Dataset entries:
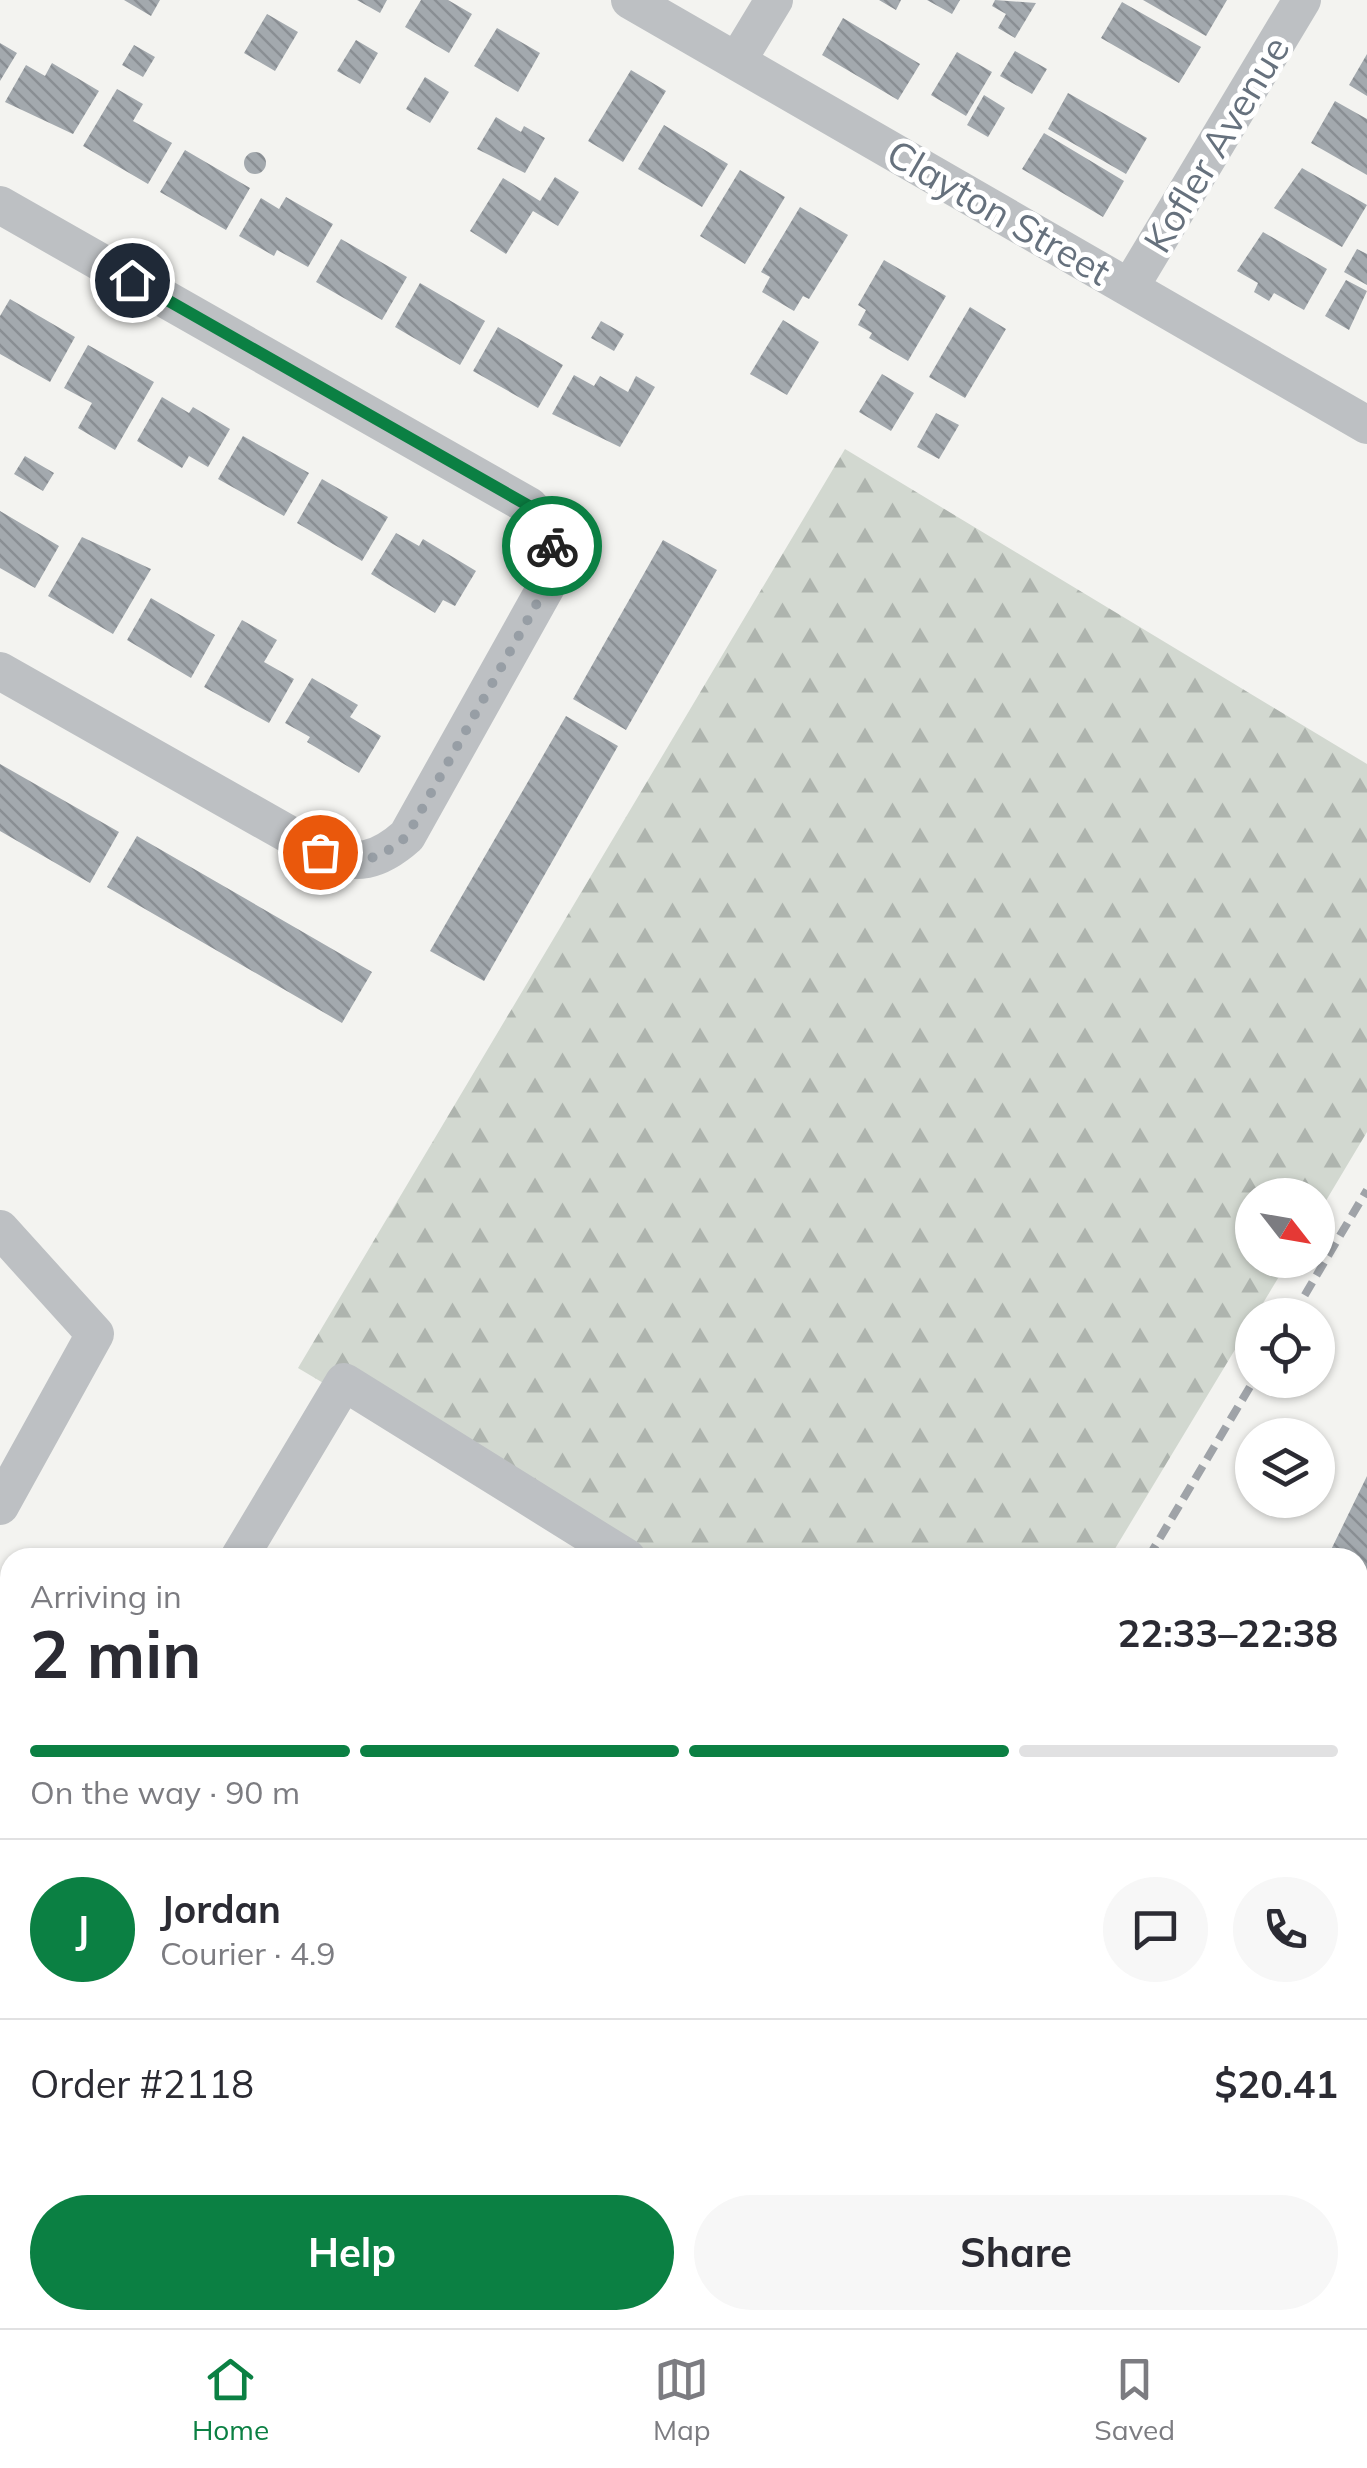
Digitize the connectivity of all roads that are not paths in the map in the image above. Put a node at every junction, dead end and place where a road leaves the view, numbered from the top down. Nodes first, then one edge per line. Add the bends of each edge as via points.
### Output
1 (630, 0) edge
2 (774, 0) edge
3 (1302, 0) edge
4 (737, 61) junction
5 (0, 205) edge
6 (1130, 287) junction
7 (1367, 425) edge
8 (0, 671) edge
9 (0, 1229) edge
10 (0, 1506) edge
11 (245, 1548) edge
12 (611, 1548) edge

1 - 4 street, Clayton Street
2 - 4 street
3 - 6 street, Kofler Avenue
4 - 6 street, Clayton Street
5 - 8 street via 529,506 554,550 551,578 407,836 365,862 320,852
6 - 7 street, Clayton Street
9 - 10 street via 94,1334
11 - 12 street via 344,1382

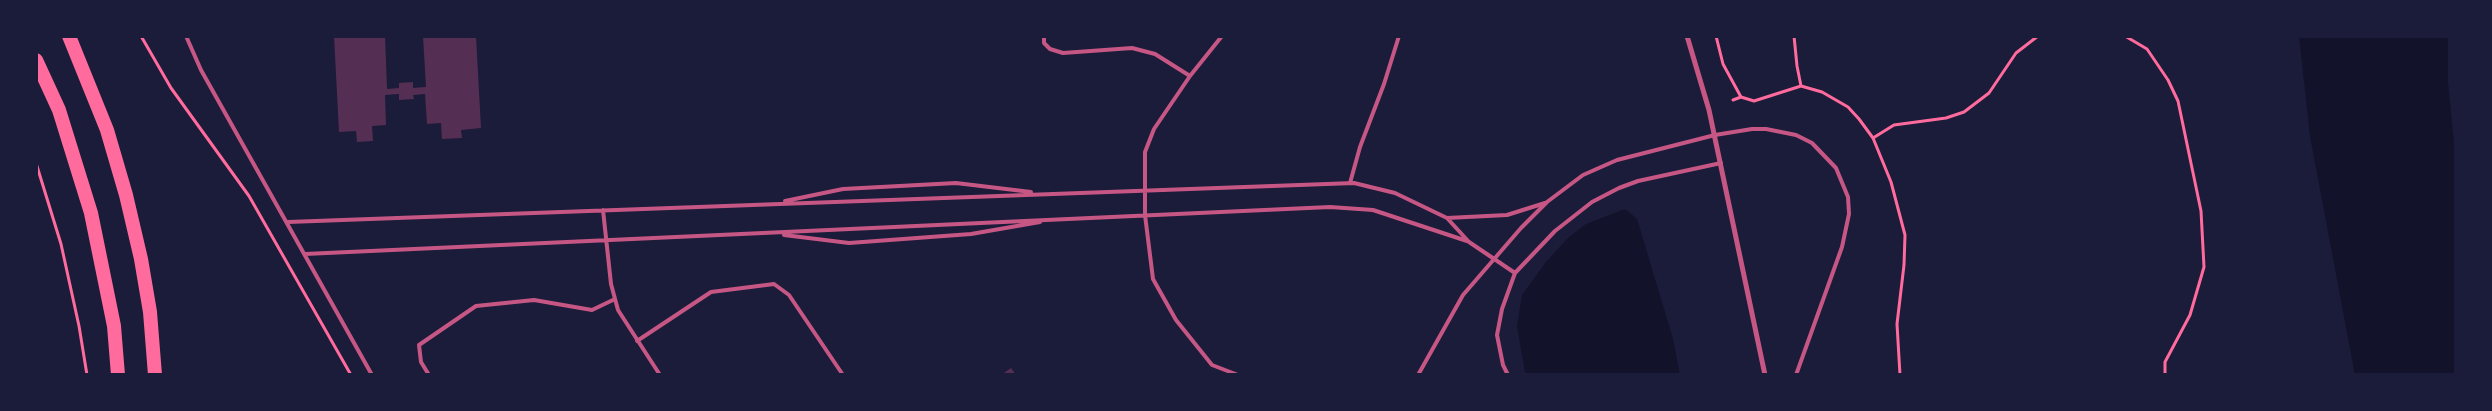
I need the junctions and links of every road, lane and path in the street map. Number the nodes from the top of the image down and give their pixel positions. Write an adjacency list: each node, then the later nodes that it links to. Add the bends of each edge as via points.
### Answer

### REQUIRED WORK
After removing each picture, print the entries above exactly as they were.

### EXERCISE SOLUTION
Digitize the connectivity of all roads that are not paths in the map in the image above. Put a node at every junction, dead end and place where a road leaves the view, numbered from the top down. Nodes first, then one edge per line. Add the bends of each edge as via points.
### Output
1 (630, 0) edge
2 (774, 0) edge
3 (1302, 0) edge
4 (737, 61) junction
5 (0, 205) edge
6 (1130, 287) junction
7 (1367, 425) edge
8 (0, 671) edge
9 (0, 1229) edge
10 (0, 1506) edge
11 (245, 1548) edge
12 (611, 1548) edge

1 - 4 street, Clayton Street
2 - 4 street
3 - 6 street, Kofler Avenue
4 - 6 street, Clayton Street
5 - 8 street via 529,506 554,550 551,578 407,836 365,862 320,852
6 - 7 street, Clayton Street
9 - 10 street via 94,1334
11 - 12 street via 344,1382

I need the junctions and links of every road, lane and path in the street map. Number the nodes from the top of the image down and give their pixel positions. Write an adjacency list: each node, then the later nodes that it links to. Add the bends of each edge as via points.
### Answer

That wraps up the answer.